Microsoft myśli nad nową, ujednoliconą marką dla swoich przyszłych urządzeń Windows Phone. Połączenie nazewnictwa własnego z tym stworzonym przez Nokię nie byłoby zbyt atrakcyjne, dlatego korporacja musi pozostać tylko przy jednym z nich lub stworzyć całkowicie nową markę.
Po wczorajszym ogłoszeniu przejęcia oddziału mobilnego Nokii, Steve Ballmer na zorganizowanej konferencji prasowej poruszył temat nazewnictwa przyszłych smartfonów Microsoftu. Z jego wypowiedzi wynika, że firma szuka obecnie nowej nazwy, która reprezentowałaby wszystkie produkty sprzętowe korporacji: (...) mówimy tu o jednej marce i ujednoliconym głosie na rynku. Myślę, że stać nas na więcej, niż gdybyśmy mieli posłużyć się nazwą Nokia Lumia Windows Phone 1020. Poza tym, z powodu niezależnej natury biznesowej obu firm, nie byliśmy w stanie tej nazwy skrócić. Microsoft może oczywiście wymyślić zupełnie nową nazwę, ale równie dobrze może wykorzystać jedną z tych już istniejących. Jakie ma zatem opcje?
Jednym z rozwiązań jest pozostanie przy marce Lumia, która powstała w 2011 roku, kiedy to Nokia wypuściła na rynek swój pierwszy telefon z Windows Phone - Lumię 800. Warto zwrócić uwagę, że dzięki odpowiednim zabiegom ze strony firmy Lumia jest obecnie najbardziej rozpoznawanym telefonem z systemem Microsoftu, co w dużym stopniu ułatwiłoby korporacji sprzedaż następnych modeli.
Kolejna możliwość to skorzystanie z nazwy systemu operacyjnego, pod kontrolą którego pracować będą wszystkie przyszłe smartfony firmy, czyli Windows Phone. Skoro firma BlackBerry jest w stanie produkować pod własną nazwą zarówno telefony, jak też ich system operacyjny, to i Microsoft mógłby pokusić się o takie rozwiązanie. Z drugiej strony korzystanie z marki Windows na nowoczesnych telefonach mających za zadanie odbić część rynku z rąk Apple i Samsunga może okazać się nieco za słabe.

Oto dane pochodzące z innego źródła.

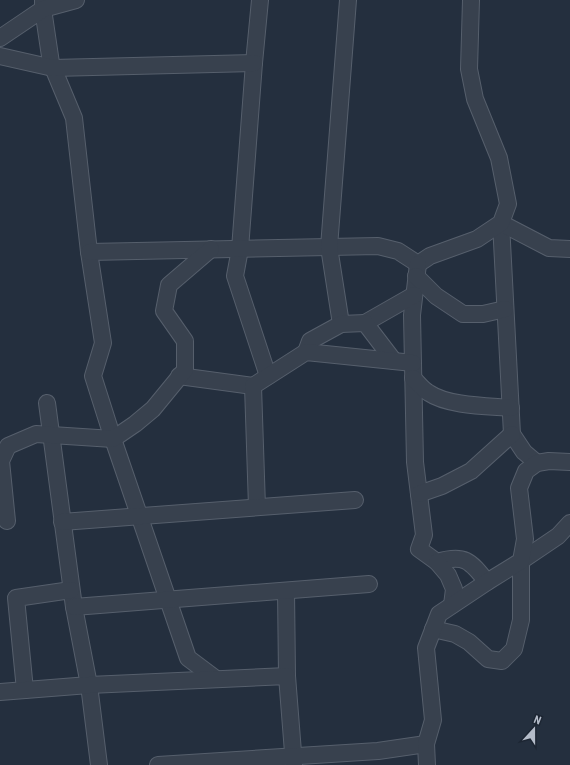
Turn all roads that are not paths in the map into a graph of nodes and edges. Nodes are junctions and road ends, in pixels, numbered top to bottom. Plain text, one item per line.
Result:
1 (76, 0) edge
2 (260, 0) edge
3 (348, 0) edge
4 (470, 4) edge
5 (43, 5) edge
6 (0, 38) edge
7 (0, 56) edge
8 (254, 63) junction
9 (54, 68) junction
10 (501, 223) junction
11 (329, 247) junction
12 (240, 249) junction
13 (570, 249) edge
14 (211, 250) junction
15 (89, 252) junction
16 (417, 270) junction
17 (414, 294) junction
18 (505, 309) junction
19 (365, 323) junction
20 (342, 324) junction
21 (306, 352) junction
22 (394, 361) junction
23 (413, 370) junction
24 (179, 376) junction
25 (268, 376) junction
26 (253, 386) junction
27 (47, 403) dead end
28 (511, 408) junction
29 (512, 434) junction
30 (51, 436) junction
31 (113, 439) junction
32 (570, 462) edge
33 (538, 463) junction
34 (419, 494) junction
35 (355, 500) dead end
36 (257, 507) junction
37 (139, 516) junction
38 (7, 521) dead end
39 (62, 522) junction
40 (570, 523) edge
41 (521, 561) junction
42 (437, 562) junction
43 (487, 582) junction
44 (369, 584) dead end
45 (71, 590) junction
46 (286, 591) junction
47 (168, 600) junction
48 (452, 605) junction
49 (74, 607) junction
50 (433, 629) junction
51 (287, 676) junction
52 (216, 679) junction
53 (89, 685) junction
54 (25, 690) junction
55 (0, 692) edge
56 (426, 744) junction
57 (293, 761) edge
58 (99, 765) edge
59 (158, 765) edge
60 (428, 765) edge

1 - 5 street
2 - 8 street
3 - 11 street
4 - 10 street
5 - 6 street
5 - 9 street
7 - 9 street
8 - 9 street
8 - 12 street
9 - 15 street
10 - 13 street
10 - 16 street
10 - 18 street
11 - 12 street
11 - 16 street
11 - 20 street
12 - 14 street
12 - 25 street
14 - 15 street
14 - 24 street
15 - 31 street
16 - 17 street
16 - 18 street
17 - 19 street
17 - 23 street
18 - 28 street
19 - 20 street
19 - 22 street
20 - 21 street
21 - 22 street
21 - 25 street
22 - 23 street
23 - 28 street
23 - 34 street
24 - 26 street
24 - 31 street
25 - 26 street
26 - 36 street
27 - 30 street
28 - 29 street
29 - 33 street
29 - 34 street
30 - 31 street
30 - 38 street
30 - 39 street
31 - 37 street
32 - 33 street
33 - 41 street
34 - 42 street
35 - 36 street
36 - 37 street
37 - 39 street
37 - 47 street
39 - 45 street
40 - 41 street
41 - 43 street
41 - 50 street
42 - 43 street
42 - 48 street
43 - 48 street
44 - 46 street
45 - 49 street
45 - 54 street
46 - 47 street
46 - 51 street
47 - 49 street
47 - 52 street
48 - 50 street
49 - 53 street
50 - 56 street
51 - 52 street
51 - 57 street
52 - 53 street
53 - 54 street
53 - 58 street
54 - 55 street
56 - 57 street
56 - 60 street
57 - 59 street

Kolejną opcją mogłyby być telefony Surface, co umożliwiłoby konsolidację nazewnictwa wszystkich obecnych urządzeń mobilnych Microsoftu. Niestety dotychczasowa sprzedaż tabletów Surface nie napawa optymizmem i mogłaby zniechęcić część użytkowników do zakupu tego rodzaju urządzeń.
Idąc tym ostatnim tropem, najlepsze w takiej sytuacji byłoby skorzystanie z marki Xbox, której produkty odniosły na rynku spory sukces. Trzeba jednak przyznać, że platforma do gier i rozrywki nie bardzo pasuje do używanych na co dzień smartfonów.

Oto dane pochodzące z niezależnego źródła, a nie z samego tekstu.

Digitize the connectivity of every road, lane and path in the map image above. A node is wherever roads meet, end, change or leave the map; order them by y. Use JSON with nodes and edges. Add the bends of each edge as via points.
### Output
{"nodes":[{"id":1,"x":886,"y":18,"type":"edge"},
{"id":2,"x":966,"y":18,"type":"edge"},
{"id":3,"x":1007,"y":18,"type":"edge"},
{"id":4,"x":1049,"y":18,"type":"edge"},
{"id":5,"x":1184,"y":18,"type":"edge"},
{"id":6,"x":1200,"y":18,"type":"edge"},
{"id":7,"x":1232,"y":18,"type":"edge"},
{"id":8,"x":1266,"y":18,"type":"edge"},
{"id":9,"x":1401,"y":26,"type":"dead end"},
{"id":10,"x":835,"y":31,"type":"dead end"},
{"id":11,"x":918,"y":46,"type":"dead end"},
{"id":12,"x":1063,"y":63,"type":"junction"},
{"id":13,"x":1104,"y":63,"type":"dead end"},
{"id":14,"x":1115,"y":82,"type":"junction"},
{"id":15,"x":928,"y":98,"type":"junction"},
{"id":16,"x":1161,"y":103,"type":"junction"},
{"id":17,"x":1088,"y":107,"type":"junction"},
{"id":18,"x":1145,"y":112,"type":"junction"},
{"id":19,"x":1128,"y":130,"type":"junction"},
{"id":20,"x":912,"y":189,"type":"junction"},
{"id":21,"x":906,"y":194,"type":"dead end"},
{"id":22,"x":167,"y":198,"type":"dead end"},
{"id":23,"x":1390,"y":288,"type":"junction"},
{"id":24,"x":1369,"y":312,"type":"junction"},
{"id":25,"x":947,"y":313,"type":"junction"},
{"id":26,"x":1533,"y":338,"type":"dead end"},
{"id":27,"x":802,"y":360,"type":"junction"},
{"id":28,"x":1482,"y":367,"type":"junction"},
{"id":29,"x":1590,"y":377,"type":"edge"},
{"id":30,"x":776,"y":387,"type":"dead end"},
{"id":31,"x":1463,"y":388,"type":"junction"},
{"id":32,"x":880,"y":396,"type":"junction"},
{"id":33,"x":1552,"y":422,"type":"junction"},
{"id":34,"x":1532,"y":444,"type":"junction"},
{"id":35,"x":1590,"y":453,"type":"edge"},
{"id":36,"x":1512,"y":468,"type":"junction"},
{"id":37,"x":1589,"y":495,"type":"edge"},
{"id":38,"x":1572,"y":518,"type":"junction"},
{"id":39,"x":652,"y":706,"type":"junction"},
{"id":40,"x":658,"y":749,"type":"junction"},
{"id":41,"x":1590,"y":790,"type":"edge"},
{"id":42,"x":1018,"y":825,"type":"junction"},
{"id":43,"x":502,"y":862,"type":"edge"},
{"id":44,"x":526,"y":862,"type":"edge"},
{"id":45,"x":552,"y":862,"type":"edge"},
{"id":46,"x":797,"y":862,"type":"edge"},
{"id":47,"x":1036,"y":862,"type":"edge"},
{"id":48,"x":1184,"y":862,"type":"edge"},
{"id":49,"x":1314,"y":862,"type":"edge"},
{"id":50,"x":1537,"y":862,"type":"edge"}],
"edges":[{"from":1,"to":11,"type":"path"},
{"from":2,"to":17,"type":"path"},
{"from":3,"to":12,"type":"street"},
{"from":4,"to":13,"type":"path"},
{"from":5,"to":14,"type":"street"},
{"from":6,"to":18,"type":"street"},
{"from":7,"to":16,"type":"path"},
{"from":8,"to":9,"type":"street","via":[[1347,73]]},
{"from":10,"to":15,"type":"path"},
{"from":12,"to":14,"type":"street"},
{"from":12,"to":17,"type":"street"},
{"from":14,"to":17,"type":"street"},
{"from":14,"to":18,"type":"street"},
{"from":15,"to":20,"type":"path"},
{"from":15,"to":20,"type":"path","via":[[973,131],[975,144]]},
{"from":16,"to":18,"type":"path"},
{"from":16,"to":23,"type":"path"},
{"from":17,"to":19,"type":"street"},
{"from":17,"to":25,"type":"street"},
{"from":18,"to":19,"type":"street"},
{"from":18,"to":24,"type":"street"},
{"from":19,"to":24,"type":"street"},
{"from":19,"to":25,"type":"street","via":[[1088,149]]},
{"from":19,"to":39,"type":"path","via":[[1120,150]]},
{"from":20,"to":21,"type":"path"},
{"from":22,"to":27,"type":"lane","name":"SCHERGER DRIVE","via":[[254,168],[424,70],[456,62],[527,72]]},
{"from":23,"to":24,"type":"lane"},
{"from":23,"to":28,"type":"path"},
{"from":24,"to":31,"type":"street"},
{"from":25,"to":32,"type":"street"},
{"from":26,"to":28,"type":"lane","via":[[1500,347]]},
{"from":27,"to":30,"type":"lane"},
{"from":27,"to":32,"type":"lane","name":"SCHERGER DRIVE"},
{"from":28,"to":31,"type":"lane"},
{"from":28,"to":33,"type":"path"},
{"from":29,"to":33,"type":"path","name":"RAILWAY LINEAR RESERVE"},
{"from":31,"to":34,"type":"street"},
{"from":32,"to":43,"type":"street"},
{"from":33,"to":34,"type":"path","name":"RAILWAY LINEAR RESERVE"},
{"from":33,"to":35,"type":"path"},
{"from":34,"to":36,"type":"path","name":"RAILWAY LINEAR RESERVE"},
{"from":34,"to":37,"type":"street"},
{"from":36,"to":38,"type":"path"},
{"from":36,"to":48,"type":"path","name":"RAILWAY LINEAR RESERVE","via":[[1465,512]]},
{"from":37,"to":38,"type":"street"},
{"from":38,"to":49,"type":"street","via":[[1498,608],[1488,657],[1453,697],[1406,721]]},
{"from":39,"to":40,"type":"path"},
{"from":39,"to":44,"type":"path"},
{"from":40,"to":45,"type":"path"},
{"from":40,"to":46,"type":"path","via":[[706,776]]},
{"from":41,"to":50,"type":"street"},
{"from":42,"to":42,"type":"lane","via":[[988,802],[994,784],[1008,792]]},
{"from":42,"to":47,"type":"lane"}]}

Jako że po przejęciu Nokii Microsoft umocni się na rynku jako producent urządzeń, dobrym wyjściem byłoby stworzenie zupełnie nowej marki, która wzięłaby pod skrzydła wszystkie dotychczasowe i przyszłe urządzenia Windows Phone. Musiałaby to być jednak dość łatwa i chwytliwa nazwa, taka jak na przykład iPhone czy Galaxy. A może Wy macie jakieś pomysły?